§ **PROBLEM REQUIREMENTS**:
Please state how many lines of the material contain "points", giving nothing but the number.

┌────────

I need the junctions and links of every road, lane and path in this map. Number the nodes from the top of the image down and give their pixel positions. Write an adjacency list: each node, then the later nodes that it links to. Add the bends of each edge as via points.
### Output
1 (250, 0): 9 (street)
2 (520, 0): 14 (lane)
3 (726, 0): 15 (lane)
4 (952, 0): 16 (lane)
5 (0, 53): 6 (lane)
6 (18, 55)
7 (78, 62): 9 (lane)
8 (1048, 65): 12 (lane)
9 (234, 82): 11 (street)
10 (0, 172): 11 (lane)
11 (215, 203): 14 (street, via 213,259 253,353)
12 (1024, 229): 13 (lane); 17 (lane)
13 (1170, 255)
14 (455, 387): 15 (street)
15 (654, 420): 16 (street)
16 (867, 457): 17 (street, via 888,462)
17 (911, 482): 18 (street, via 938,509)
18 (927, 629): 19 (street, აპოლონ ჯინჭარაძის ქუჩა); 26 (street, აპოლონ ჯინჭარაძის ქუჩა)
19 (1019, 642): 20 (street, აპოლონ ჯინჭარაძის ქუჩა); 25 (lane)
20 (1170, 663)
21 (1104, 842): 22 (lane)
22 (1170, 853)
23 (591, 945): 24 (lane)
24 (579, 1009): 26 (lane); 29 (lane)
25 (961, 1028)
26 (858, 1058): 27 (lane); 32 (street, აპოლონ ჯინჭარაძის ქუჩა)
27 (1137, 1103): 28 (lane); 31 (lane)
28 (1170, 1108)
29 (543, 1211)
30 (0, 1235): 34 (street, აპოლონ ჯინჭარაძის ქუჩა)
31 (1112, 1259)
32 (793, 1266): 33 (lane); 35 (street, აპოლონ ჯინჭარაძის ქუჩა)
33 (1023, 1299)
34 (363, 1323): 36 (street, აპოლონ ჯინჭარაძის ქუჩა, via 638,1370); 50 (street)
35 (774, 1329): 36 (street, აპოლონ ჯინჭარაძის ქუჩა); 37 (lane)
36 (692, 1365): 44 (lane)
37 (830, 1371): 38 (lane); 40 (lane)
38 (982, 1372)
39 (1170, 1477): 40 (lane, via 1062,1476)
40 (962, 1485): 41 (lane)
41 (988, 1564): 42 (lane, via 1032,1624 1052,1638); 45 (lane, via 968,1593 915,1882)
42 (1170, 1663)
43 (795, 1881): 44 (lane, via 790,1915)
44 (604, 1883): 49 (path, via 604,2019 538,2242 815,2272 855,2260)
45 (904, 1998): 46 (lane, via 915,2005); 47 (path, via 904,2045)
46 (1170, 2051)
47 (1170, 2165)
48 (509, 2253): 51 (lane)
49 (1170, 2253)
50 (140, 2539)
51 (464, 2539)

└────────
┌────────

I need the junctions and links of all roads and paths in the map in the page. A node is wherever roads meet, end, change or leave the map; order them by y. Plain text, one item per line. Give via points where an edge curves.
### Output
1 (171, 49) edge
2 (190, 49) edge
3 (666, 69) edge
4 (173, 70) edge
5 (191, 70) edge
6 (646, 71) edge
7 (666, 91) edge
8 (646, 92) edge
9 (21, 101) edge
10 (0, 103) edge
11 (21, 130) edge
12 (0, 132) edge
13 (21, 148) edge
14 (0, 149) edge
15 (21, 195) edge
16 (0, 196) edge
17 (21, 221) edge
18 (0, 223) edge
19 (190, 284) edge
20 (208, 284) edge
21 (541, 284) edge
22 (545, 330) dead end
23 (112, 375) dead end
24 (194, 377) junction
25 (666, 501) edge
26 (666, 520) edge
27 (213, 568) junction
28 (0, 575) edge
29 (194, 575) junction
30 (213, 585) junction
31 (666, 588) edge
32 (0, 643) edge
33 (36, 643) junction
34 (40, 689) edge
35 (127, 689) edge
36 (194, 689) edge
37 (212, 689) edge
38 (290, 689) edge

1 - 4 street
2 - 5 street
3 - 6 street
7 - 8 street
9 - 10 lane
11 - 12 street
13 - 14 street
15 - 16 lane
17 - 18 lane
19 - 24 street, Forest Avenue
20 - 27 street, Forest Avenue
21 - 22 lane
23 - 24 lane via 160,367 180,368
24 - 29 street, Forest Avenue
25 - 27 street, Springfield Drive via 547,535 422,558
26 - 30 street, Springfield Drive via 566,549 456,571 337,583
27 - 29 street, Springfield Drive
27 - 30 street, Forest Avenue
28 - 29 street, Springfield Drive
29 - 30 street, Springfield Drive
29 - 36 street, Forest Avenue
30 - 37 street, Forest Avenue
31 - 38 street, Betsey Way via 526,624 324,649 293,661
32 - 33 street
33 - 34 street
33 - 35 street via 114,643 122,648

└────────

§ **REPLY**:
2